▸ Provided material

════════

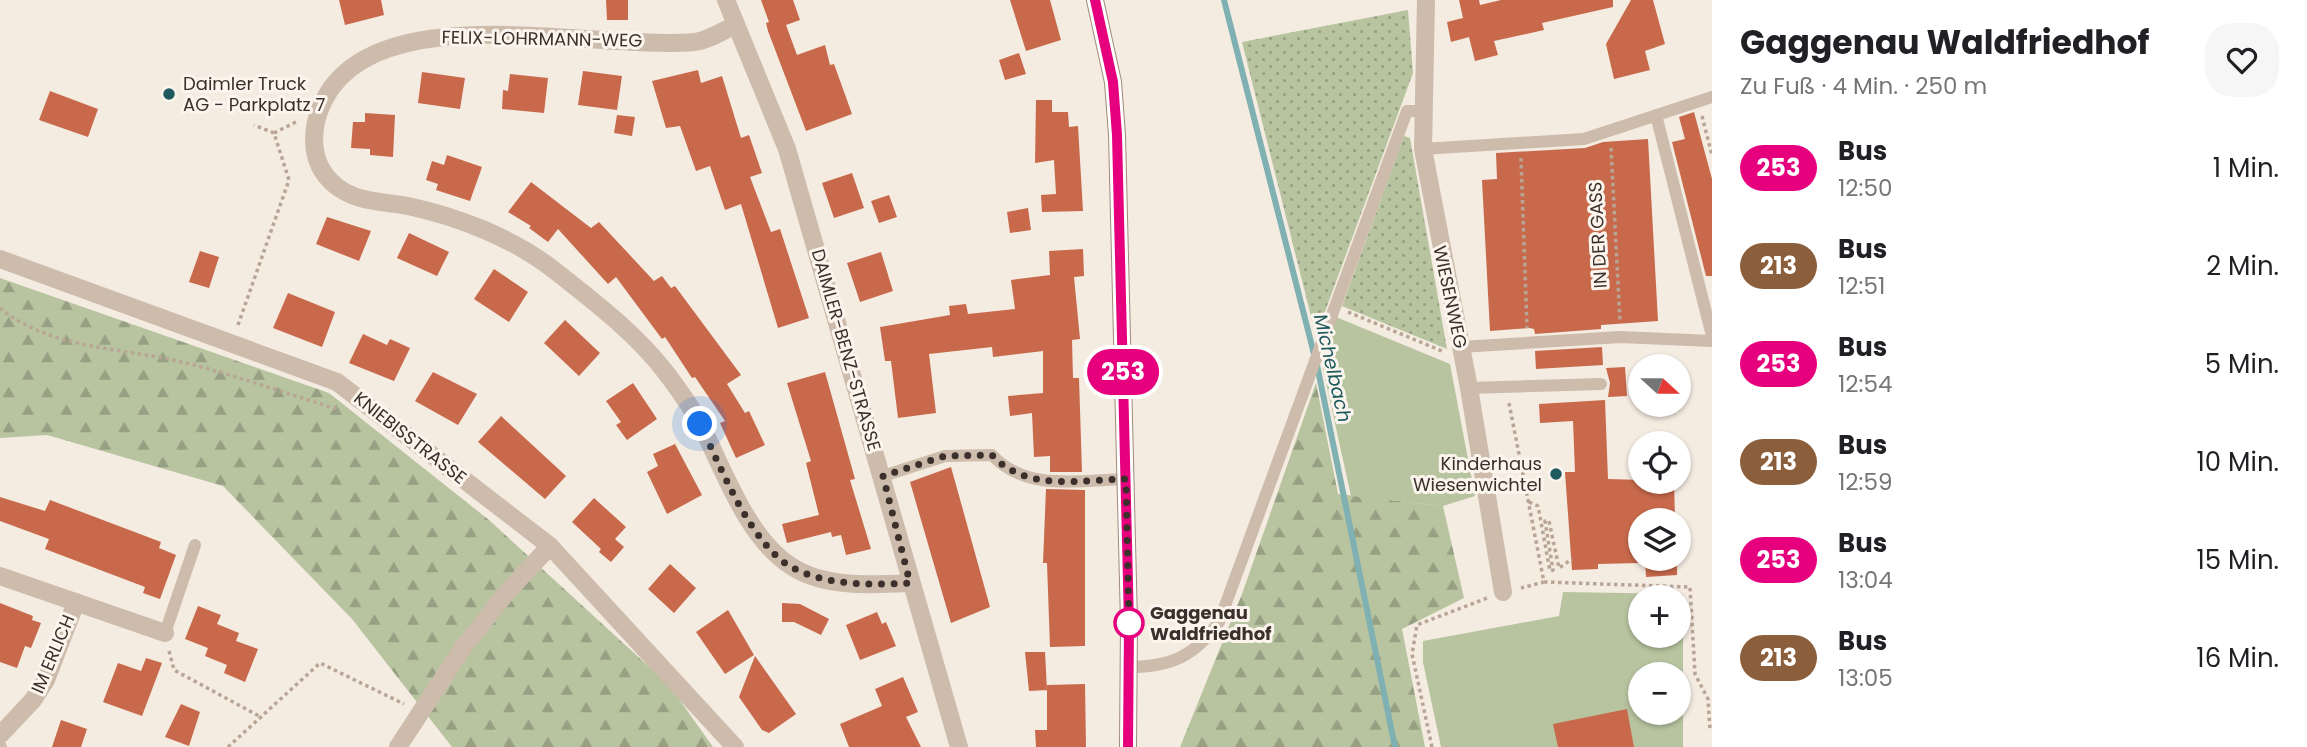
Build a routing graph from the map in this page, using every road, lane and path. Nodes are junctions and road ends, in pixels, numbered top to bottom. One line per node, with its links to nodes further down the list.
1 (726, 0): 4 (street, DAIMLER-BENZ-STRASSE)
2 (1095, 0): 29 (main road)
3 (1426, 0): 7 (street, WIESENWEG)
4 (735, 25): 28 (street, DAIMLER-BENZ-STRASSE); 36 (street, FELIX-LOHRMANN-WEG)
5 (1712, 97): 6 (lane)
6 (1698, 100): 8 (lane); 13 (path)
7 (1422, 111): 12 (street, WIESENWEG); 15 (lane)
8 (1656, 115): 10 (lane); 17 (lane)
9 (254, 125): 21 (path)
10 (1610, 132): 11 (lane); 18 (path, IN DER GASS)
11 (1521, 142): 12 (lane); 19 (path)
12 (1423, 149): 22 (street, WIESENWEG)
13 (1712, 155)
14 (0, 259): 21 (street, KNIEBISSTRASSE)
15 (1334, 306): 23 (path); 40 (lane)
16 (0, 309): 27 (path)
17 (1712, 335)
18 (1620, 337): 19 (lane); 20 (lane)
19 (1527, 341): 22 (lane)
20 (1712, 341)
21 (232, 344): 32 (street, KNIEBISSTRASSE)
22 (1461, 347): 26 (street, WIESENWEG)
23 (1438, 349)
24 (1601, 384): 25 (lane)
25 (1489, 387): 26 (lane); 30 (path)
26 (1469, 388): 37 (street, WIESENWEG)
27 (341, 410)
28 (883, 476): 29 (lane); 36 (street, DAIMLER-BENZ-STRASSE)
29 (1126, 479): 40 (main road)
30 (1529, 502): 33 (path); 35 (path)
31 (195, 545): 39 (lane)
32 (550, 546): 41 (street); 47 (street, KNIEBISSTRASSE)
33 (1572, 559)
34 (0, 576): 38 (street, IM ERLICH)
35 (1544, 582): 37 (path); 43 (path)
36 (910, 583): 48 (street, DAIMLER-BENZ-STRASSE)
37 (1503, 592): 50 (path)
38 (75, 602): 39 (street, IM ERLICH); 44 (street, IM ERLICH)
39 (165, 633): 42 (path)
40 (1129, 667): 49 (main road)
41 (419, 711): 42 (path); 46 (street)
42 (259, 716): 45 (path)
43 (1710, 730)
44 (0, 735)
45 (228, 747)
46 (398, 747)
47 (735, 747)
48 (959, 747)
49 (1128, 747)
50 (1432, 747)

════════

▸ About this task
Show every line of the material above in which "DAIMLER" is present.

▸ Answer box
1 (726, 0): 4 (street, DAIMLER-BENZ-STRASSE)
4 (735, 25): 28 (street, DAIMLER-BENZ-STRASSE); 36 (street, FELIX-LOHRMANN-WEG)
28 (883, 476): 29 (lane); 36 (street, DAIMLER-BENZ-STRASSE)
36 (910, 583): 48 (street, DAIMLER-BENZ-STRASSE)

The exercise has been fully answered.